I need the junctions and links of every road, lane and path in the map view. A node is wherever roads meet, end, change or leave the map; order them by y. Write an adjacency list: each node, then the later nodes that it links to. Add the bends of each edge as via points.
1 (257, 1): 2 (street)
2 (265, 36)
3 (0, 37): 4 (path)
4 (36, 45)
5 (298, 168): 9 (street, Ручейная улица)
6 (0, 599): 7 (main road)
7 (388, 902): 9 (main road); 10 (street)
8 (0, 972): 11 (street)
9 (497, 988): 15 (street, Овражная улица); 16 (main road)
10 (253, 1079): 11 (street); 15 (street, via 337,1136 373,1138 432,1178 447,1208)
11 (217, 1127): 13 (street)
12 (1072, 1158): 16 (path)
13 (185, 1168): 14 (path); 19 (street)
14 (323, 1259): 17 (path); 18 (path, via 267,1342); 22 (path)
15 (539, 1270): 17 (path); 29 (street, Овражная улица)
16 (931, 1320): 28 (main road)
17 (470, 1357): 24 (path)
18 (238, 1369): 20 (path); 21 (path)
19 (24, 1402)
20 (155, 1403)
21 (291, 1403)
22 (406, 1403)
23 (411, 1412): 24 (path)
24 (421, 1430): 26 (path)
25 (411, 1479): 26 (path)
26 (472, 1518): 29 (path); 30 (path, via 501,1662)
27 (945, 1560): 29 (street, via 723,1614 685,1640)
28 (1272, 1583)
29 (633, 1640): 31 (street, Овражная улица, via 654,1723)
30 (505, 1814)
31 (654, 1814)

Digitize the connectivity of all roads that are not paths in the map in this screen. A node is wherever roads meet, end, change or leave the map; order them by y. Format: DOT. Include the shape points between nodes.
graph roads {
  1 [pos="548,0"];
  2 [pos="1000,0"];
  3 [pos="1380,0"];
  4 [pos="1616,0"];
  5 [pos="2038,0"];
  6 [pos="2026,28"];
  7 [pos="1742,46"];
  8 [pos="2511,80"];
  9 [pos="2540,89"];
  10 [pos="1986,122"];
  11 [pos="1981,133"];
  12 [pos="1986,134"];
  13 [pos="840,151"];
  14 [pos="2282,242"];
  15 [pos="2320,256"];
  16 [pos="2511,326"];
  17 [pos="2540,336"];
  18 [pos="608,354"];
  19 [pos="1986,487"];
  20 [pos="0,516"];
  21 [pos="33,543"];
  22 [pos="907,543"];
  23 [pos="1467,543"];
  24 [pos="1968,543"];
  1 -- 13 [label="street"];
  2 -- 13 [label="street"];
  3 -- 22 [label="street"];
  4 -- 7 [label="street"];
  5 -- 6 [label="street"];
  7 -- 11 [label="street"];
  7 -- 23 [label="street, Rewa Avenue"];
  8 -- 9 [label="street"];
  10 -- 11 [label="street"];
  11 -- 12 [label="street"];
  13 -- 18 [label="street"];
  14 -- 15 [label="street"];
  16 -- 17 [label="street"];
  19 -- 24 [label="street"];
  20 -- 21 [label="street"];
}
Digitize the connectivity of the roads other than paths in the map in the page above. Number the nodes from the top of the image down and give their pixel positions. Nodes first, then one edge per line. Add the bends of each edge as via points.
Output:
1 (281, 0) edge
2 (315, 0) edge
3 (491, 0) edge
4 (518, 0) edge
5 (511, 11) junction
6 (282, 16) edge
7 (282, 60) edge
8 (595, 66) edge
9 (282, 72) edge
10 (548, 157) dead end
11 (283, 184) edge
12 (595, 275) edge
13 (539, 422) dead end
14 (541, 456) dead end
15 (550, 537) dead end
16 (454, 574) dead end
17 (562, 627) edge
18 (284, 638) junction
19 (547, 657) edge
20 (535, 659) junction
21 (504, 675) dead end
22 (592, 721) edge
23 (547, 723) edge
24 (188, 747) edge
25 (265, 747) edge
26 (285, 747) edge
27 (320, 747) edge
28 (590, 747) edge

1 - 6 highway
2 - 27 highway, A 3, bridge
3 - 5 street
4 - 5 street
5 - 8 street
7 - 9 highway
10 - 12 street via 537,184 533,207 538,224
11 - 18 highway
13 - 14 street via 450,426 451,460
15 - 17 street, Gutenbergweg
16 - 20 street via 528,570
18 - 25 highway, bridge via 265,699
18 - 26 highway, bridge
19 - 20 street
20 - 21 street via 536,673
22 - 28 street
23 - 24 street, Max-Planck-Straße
------------------------------------------------------------------------
● Required action
All of the material above should be printed out in full, word for word.

● Task response
I need the junctions and links of every road, lane and path in the map view. A node is wherever roads meet, end, change or leave the map; order them by y. Write an adjacency list: each node, then the later nodes that it links to. Add the bends of each edge as via points.
1 (257, 1): 2 (street)
2 (265, 36)
3 (0, 37): 4 (path)
4 (36, 45)
5 (298, 168): 9 (street, Ручейная улица)
6 (0, 599): 7 (main road)
7 (388, 902): 9 (main road); 10 (street)
8 (0, 972): 11 (street)
9 (497, 988): 15 (street, Овражная улица); 16 (main road)
10 (253, 1079): 11 (street); 15 (street, via 337,1136 373,1138 432,1178 447,1208)
11 (217, 1127): 13 (street)
12 (1072, 1158): 16 (path)
13 (185, 1168): 14 (path); 19 (street)
14 (323, 1259): 17 (path); 18 (path, via 267,1342); 22 (path)
15 (539, 1270): 17 (path); 29 (street, Овражная улица)
16 (931, 1320): 28 (main road)
17 (470, 1357): 24 (path)
18 (238, 1369): 20 (path); 21 (path)
19 (24, 1402)
20 (155, 1403)
21 (291, 1403)
22 (406, 1403)
23 (411, 1412): 24 (path)
24 (421, 1430): 26 (path)
25 (411, 1479): 26 (path)
26 (472, 1518): 29 (path); 30 (path, via 501,1662)
27 (945, 1560): 29 (street, via 723,1614 685,1640)
28 (1272, 1583)
29 (633, 1640): 31 (street, Овражная улица, via 654,1723)
30 (505, 1814)
31 (654, 1814)

Digitize the connectivity of all roads that are not paths in the map in this screen. A node is wherever roads meet, end, change or leave the map; order them by y. Format: DOT. Include the shape points between nodes.
graph roads {
  1 [pos="548,0"];
  2 [pos="1000,0"];
  3 [pos="1380,0"];
  4 [pos="1616,0"];
  5 [pos="2038,0"];
  6 [pos="2026,28"];
  7 [pos="1742,46"];
  8 [pos="2511,80"];
  9 [pos="2540,89"];
  10 [pos="1986,122"];
  11 [pos="1981,133"];
  12 [pos="1986,134"];
  13 [pos="840,151"];
  14 [pos="2282,242"];
  15 [pos="2320,256"];
  16 [pos="2511,326"];
  17 [pos="2540,336"];
  18 [pos="608,354"];
  19 [pos="1986,487"];
  20 [pos="0,516"];
  21 [pos="33,543"];
  22 [pos="907,543"];
  23 [pos="1467,543"];
  24 [pos="1968,543"];
  1 -- 13 [label="street"];
  2 -- 13 [label="street"];
  3 -- 22 [label="street"];
  4 -- 7 [label="street"];
  5 -- 6 [label="street"];
  7 -- 11 [label="street"];
  7 -- 23 [label="street, Rewa Avenue"];
  8 -- 9 [label="street"];
  10 -- 11 [label="street"];
  11 -- 12 [label="street"];
  13 -- 18 [label="street"];
  14 -- 15 [label="street"];
  16 -- 17 [label="street"];
  19 -- 24 [label="street"];
  20 -- 21 [label="street"];
}
Digitize the connectivity of the roads other than paths in the map in the page above. Number the nodes from the top of the image down and give their pixel positions. Nodes first, then one edge per line. Add the bends of each edge as via points.
Output:
1 (281, 0) edge
2 (315, 0) edge
3 (491, 0) edge
4 (518, 0) edge
5 (511, 11) junction
6 (282, 16) edge
7 (282, 60) edge
8 (595, 66) edge
9 (282, 72) edge
10 (548, 157) dead end
11 (283, 184) edge
12 (595, 275) edge
13 (539, 422) dead end
14 (541, 456) dead end
15 (550, 537) dead end
16 (454, 574) dead end
17 (562, 627) edge
18 (284, 638) junction
19 (547, 657) edge
20 (535, 659) junction
21 (504, 675) dead end
22 (592, 721) edge
23 (547, 723) edge
24 (188, 747) edge
25 (265, 747) edge
26 (285, 747) edge
27 (320, 747) edge
28 (590, 747) edge

1 - 6 highway
2 - 27 highway, A 3, bridge
3 - 5 street
4 - 5 street
5 - 8 street
7 - 9 highway
10 - 12 street via 537,184 533,207 538,224
11 - 18 highway
13 - 14 street via 450,426 451,460
15 - 17 street, Gutenbergweg
16 - 20 street via 528,570
18 - 25 highway, bridge via 265,699
18 - 26 highway, bridge
19 - 20 street
20 - 21 street via 536,673
22 - 28 street
23 - 24 street, Max-Planck-Straße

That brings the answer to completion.